Ainda pouco difundida nas faculdades, a Psicologia Transpessoal, representada no mundo por nomes como Stanislav Grof e Ken Wilber, tem seu espaço na faculdade de Psicologia da PUC-SP, representada principalmente pela professora Vera Casali.

Psicologia Transpessoal: a possibilidade de fazer pontes
Ainda pouco difundida nas faculdades, a Psicologia Transpessoal, representada no mundo por nomes como Stanislav Grof e Ken Wilber, tem seu espaço na faculdade de Psicologia da PUC-SP, representada principalmente pela professora Vera Casali.

Psicologia Transpessoal: a possibilidade de fazer pontes
Aquilo que hoje chamamos “Psicologia Transpessoal” foi estabelecida como tal no final dos anos sessenta, a partir do interesse de psicólogos humanistas em categorias de experiências pouco estudadas e reconhecidas como constituintes da natureza humana.

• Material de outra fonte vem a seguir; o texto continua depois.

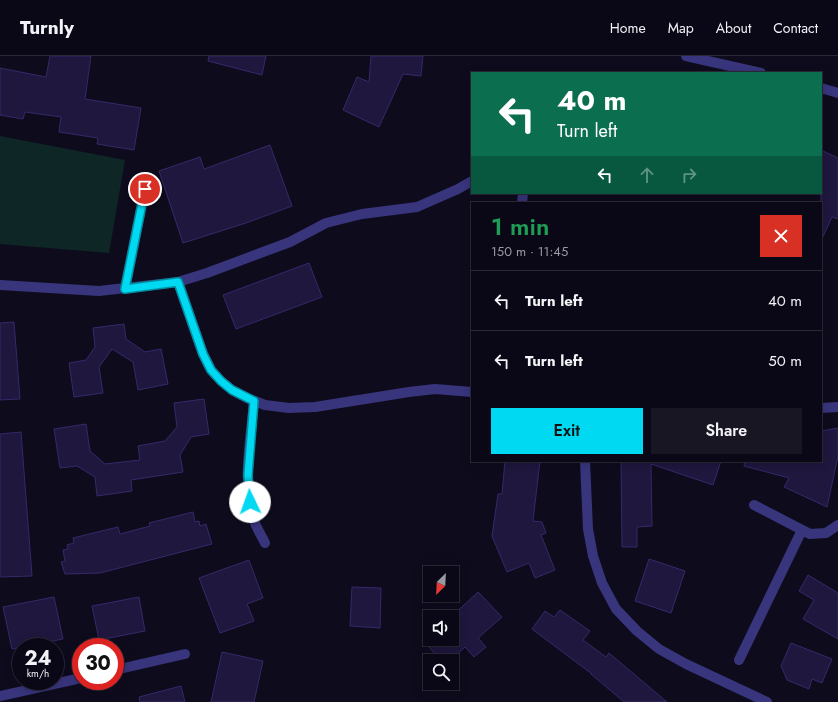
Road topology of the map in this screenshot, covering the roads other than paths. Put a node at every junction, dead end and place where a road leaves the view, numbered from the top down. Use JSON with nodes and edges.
{"nodes":[{"id":1,"x":686,"y":56,"type":"edge"},
{"id":2,"x":756,"y":72,"type":"edge"},
{"id":3,"x":822,"y":88,"type":"edge"},
{"id":4,"x":838,"y":93,"type":"edge"},
{"id":5,"x":471,"y":182,"type":"edge"},
{"id":6,"x":145,"y":189,"type":"dead end"},
{"id":7,"x":178,"y":282,"type":"junction"},
{"id":8,"x":0,"y":285,"type":"edge"},
{"id":9,"x":125,"y":289,"type":"junction"},
{"id":10,"x":471,"y":392,"type":"edge"},
{"id":11,"x":254,"y":401,"type":"junction"},
{"id":12,"x":838,"y":406,"type":"edge"},
{"id":13,"x":822,"y":408,"type":"edge"},
{"id":14,"x":585,"y":462,"type":"edge"},
{"id":15,"x":754,"y":505,"type":"dead end"},
{"id":16,"x":838,"y":525,"type":"edge"},
{"id":17,"x":802,"y":530,"type":"junction"},
{"id":18,"x":265,"y":543,"type":"dead end"},
{"id":19,"x":185,"y":654,"type":"dead end"},
{"id":20,"x":739,"y":660,"type":"dead end"},
{"id":21,"x":124,"y":668,"type":"edge"},
{"id":22,"x":72,"y":680,"type":"edge"},
{"id":23,"x":0,"y":696,"type":"edge"},
{"id":24,"x":768,"y":702,"type":"edge"}],
"edges":[{"from":1,"to":2,"type":"street"},
{"from":3,"to":4,"type":"street"},
{"from":5,"to":7,"type":"street"},
{"from":6,"to":9,"type":"street"},
{"from":7,"to":9,"type":"street"},
{"from":7,"to":11,"type":"street"},
{"from":8,"to":9,"type":"street"},
{"from":10,"to":11,"type":"street"},
{"from":11,"to":18,"type":"street"},
{"from":12,"to":13,"type":"street"},
{"from":14,"to":24,"type":"street"},
{"from":15,"to":17,"type":"street"},
{"from":16,"to":17,"type":"street"},
{"from":17,"to":20,"type":"street"},
{"from":19,"to":21,"type":"street"},
{"from":22,"to":23,"type":"street"}]}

A partir das experiências de “pico” descritas por Maslow que aconteciam espontaneamente, tinham forte conotação mística e não se encaixavam dentro de nenhum modelo de psicopatologia, foi se abrindo a possibilidade de novas explicações teóricas para esses acontecimentos. Antes, Jung já havia desenvolvido um extenso e sério trabalho onde seupunha que o elemento espiritual é parte orgânica e integral da psique. Conforme Grof (1988) salienta, “para Jung a genuína espiritualidade é um aspecto do inconsciente coletivo, independente do condicionamento da infância e da vida pregressa do indivíduo, do ponto de vista cultural e educacional. Assim, se a análise e a auto-exploração alcançam suficiente profundidade, os elementos espirituais emergem espontaneamente na consciência.”.

Outro trabalho importante na sistematização da teoria e prática Transpessoais é de Roberto Assagioli, psiquiatra italiano, que desenvolveu a Psicossíntese. “Seu sistema conceitual supõe um constante processo de crescimento do indivíduo, que atualiza seu potencial oculto. Focaliza os elementos positivos, criativos e alegres da natureza humana e acentua a importância funcional da vontade.” (Grof, 1988)

Sem dúvida um dos maiores estudiosos das possibilidades teóricas e práticas da Psicologia Transpessoal é Stanislav Grof, que tem focado seu trabalho em possibilidades de ampliação de consciência. Nestes processos, especial atenção é dada à compreensão dos fenômenos perinatais, que podem se apresentar segundo quatro padrões experienciais fundamentais: as Matrizes Perinatais Básicas. Estas funcionam como princípios organizadores do inconsciente, além de conterem seus próprios conteúdos emocionais e psicossomáticos.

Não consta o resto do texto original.